Daily Reading List – March 9, 2026 (#737)

I had a fun weekend, with no option to do anything work related. Baseball, boating, and shenanigans with family. I probably get more inspiration for things to do at work because I’m living an enjoyable life outside of it. At least that’s what I tell myself.

[blog] Designing MCP tools for agents: Lessons from building Datadog’s MCP server. Some hard-earned lessons here! There are at least 3-4 strong pieces of advice in this Datadog post.

[article] The revenge of SQL: How a 50-year-old language reinvents itself. Is SQL hot again? Is it about relational databases solving most use cases nowadays? Also you have SQL on the frontend, better SQL clients and more.

[article] EY hit 4x coding productivity by connecting AI agents to engineering standards. Better models matter. But applying a smart context is a difference maker regardless of model.

[blog] Game on with Spanner: How Playstation achieves global scale with 91% less storage, 50% lower costs. Cool story. A high performing database engine can end up saving you a ton of money and complexity.

[blog] How Do Large Companies Manage CI/CD at Scale? Me building and running a simple deployment pipeline is not “scalable CI/CD.” What do teams do when they have lots of apps, pipelines, and targets? Some insight here.

[blog] Go for Backend Development — Why We Bet on It. Very strong, defensible case for using Go.

[article] When Using AI Leads to “Brain Fry.” Across roles, people are using AI past the point of their brains can handle. What leads to brain fry, and how to prevent it?

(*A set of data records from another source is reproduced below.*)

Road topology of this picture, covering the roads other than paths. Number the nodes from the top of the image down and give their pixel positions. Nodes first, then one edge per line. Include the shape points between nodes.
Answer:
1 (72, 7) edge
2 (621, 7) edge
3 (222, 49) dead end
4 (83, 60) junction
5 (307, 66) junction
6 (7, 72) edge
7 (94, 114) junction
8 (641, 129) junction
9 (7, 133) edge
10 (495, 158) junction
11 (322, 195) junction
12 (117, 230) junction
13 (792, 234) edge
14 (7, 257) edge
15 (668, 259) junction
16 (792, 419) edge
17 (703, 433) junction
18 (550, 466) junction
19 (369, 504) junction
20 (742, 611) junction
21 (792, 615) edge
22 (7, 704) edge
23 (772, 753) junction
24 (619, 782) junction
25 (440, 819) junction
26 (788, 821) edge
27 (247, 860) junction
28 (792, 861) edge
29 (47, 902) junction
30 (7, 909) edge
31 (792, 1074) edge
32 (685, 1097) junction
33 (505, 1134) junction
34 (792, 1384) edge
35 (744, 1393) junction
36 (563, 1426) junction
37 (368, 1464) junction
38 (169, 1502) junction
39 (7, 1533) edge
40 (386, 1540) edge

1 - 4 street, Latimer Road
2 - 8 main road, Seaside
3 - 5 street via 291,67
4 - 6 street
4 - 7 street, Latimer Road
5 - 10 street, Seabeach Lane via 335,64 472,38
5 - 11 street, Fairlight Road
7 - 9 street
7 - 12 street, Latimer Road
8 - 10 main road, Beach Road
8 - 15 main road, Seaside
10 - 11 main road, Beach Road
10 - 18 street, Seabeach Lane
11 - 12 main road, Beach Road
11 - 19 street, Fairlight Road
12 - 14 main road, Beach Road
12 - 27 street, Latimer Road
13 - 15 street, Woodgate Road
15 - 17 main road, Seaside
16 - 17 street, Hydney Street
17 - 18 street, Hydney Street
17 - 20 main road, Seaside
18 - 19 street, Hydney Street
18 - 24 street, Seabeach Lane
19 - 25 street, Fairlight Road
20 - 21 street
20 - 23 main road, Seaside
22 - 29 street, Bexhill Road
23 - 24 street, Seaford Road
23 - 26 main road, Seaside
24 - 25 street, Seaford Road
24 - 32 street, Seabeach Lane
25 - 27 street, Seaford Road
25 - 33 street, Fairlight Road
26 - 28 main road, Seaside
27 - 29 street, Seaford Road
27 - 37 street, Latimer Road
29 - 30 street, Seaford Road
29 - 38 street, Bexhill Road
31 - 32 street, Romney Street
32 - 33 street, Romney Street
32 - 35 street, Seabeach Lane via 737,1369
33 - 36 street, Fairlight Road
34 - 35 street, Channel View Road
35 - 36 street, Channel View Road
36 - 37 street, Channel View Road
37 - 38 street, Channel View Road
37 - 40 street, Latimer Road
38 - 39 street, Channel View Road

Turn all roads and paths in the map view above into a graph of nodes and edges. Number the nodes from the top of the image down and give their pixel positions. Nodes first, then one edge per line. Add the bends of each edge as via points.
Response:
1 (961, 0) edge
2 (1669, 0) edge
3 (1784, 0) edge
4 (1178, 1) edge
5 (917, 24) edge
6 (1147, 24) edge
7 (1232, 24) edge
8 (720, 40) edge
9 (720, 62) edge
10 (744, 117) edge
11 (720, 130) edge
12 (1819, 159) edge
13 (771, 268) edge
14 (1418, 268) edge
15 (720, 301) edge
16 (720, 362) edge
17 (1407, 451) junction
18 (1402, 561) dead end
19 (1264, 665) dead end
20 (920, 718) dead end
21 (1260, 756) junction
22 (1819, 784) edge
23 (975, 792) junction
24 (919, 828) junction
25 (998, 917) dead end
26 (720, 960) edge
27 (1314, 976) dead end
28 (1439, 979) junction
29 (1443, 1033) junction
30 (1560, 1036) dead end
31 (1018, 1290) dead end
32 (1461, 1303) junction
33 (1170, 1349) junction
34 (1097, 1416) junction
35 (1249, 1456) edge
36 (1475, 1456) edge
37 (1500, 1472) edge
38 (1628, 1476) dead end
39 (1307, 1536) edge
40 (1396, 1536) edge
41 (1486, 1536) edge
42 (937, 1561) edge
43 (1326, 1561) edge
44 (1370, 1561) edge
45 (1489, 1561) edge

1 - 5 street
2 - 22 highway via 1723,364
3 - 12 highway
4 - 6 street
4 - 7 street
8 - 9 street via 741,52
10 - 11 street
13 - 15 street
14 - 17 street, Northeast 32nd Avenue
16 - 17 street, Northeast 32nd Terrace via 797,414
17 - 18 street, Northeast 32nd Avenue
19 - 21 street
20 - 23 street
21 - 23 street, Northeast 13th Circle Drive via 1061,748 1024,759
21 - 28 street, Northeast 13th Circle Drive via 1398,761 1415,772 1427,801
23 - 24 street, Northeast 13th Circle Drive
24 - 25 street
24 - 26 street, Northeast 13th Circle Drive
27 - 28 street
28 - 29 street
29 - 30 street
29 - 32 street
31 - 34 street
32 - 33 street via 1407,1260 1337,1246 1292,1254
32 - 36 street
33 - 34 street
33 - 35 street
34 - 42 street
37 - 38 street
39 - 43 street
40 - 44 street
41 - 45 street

[blog] Hardware-Enabled Software and the Next Generation of Vertical AI. I don’t pay a lot of attention to this space, so this was educational.

[blog] Firebase A/B Testing is now available for the web. The functional was available to mobile devs for a while, and now web users can take advantage of this powerful system for running experiments.

[blog] Terminals Are Cool Again. Maybe we should be building more terminal apps? I’m not sold that they’re more accessible than a web or desktop app. But there’s no doubt they’re lighter weight and can be more efficient to use.

[blog] gRPC on GKE for Fun & Profit Part 1 — An Overview. gPRC is a key technology within Google, and also many other companies that care about performance between services. See part 2 of this series as well.